Die amtliche Liquidation einer Erbschaft

Wenn keine der erbberechtigten Personen einen Nachlass annehmen möchte, kann auf Verlangen die amtliche Liquidation durch die kantonalen Behörden vorgenommen werden. Sie schützt die Erben vor unkalkulierbaren Schuldenrisiken und befriedigt, soweit möglich, die Ansprüche der Erbschaftsgläubiger. Wir geben Ihnen einen Überblick über den Ablauf der amtlichen Liquidation und darüber, in welchen Fällen diese ratsam ist.

Wann ist die amtliche Liquidation vorgesehen?

Die amtliche Liquidation einer Erbschaft ist ein in Art. 593-597 ZGB geregeltes Verfahren, nach dem auf Begehren eines Erben oder Erbschaftsgläubigers ein Nachlass abgewickelt werden kann. Sie ist damit eine Alternative zur Annahme eines Erbes (entweder bedingungslos oder unter öffentlichem Inventar) sowie zur Ausschlagung, mit dem wesentlichen Vorteil, dass die Erben noch von einem allfälligen Aktivenüberschuss nach Schuldentilgung und Entschädigung des Liquidators profitieren können.

Es ist jedem ausschlagungsberechtigten Erben einzeln gestattet, die amtliche Liquidation einer Erbschaft zu verlangen, unter der Voraussetzung, dass keiner seiner Miterben sich bereit erklärt, die Erbschaft anzunehmen. Das Begehren kann in Analogie zur Ausschlagung mündlich oder schriftlich und vorbehalt- bzw. bedingungslos bei der zuständigen kantonalen Behörde am letzten Erblasserwohnsitz gestellt werden (z.B. im Kanton Zürich der Einzelrichter am Bezirksgericht. Die Frist dafür ergibt sich aus der Ausschlagungsfrist, nach deren unbenutztem Ablauf die Erbschaft als vorbehaltlos angenommen gilt und beträgt daher ebenfalls drei Monate ab Kenntnis von der Eröffnung des Erbgangs. Eine Begründung muss das Begehren nicht enthalten.

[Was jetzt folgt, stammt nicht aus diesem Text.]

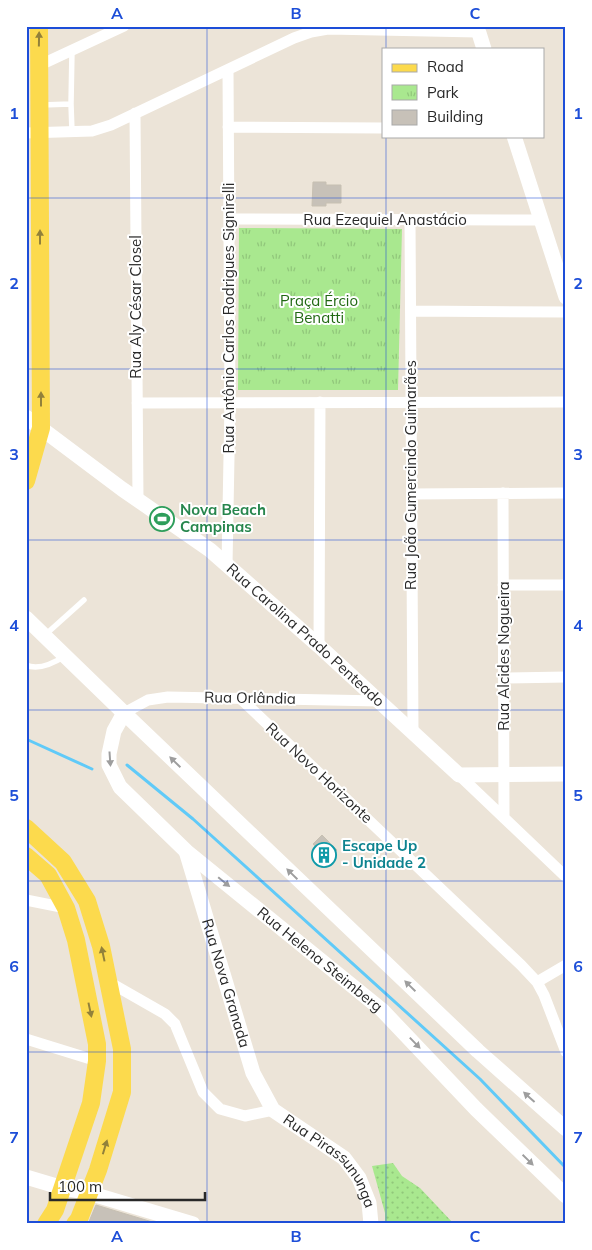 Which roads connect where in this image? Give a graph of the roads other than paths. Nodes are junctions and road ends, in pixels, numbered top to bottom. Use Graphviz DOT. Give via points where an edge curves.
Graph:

Sobald ein Erbe oder eine Erbin die Annahme erklärt, wird er oder sie Rechtsnachfolger des Erblassers und übernimmt die Vermögenswerte, aber auch die Haftung für Verbindlichkeiten, die der Erblasser zu Lebzeiten eingegangen ist. Den anderen Erben bleibt dann nur entweder die Möglichkeit, sich der Annahme anzuschliessen oder das Erbe auszuschlagen und damit auf ihre Erbenstellung zu verzichten. Ein ausschlagender Erbe verliert seine Erbenstellung gänzlich und kann daher auch nicht von einem allfälligen Aktivenüberschuss des Liquidationsergebnisses profitieren. Die Annahme kann bedingungslos, also unter Einschluss sämtlicher mit der Erbschaft verbundenen Schulden geschehen, oder unter dem Vorbehalt des öffentlichen Inventars. Im letzteren Fall sind die annehmenden Erben nur für diejenigen Schulden haftbar, die rechtzeitig durch die Gläubiger angemeldet wurden oder im Rahmen ihrer Bereicherung für solche, deren Anmeldung unverschuldet verabsäumt wurde (ausgenommen Steuerschulden und solche ausländischer Gläubiger).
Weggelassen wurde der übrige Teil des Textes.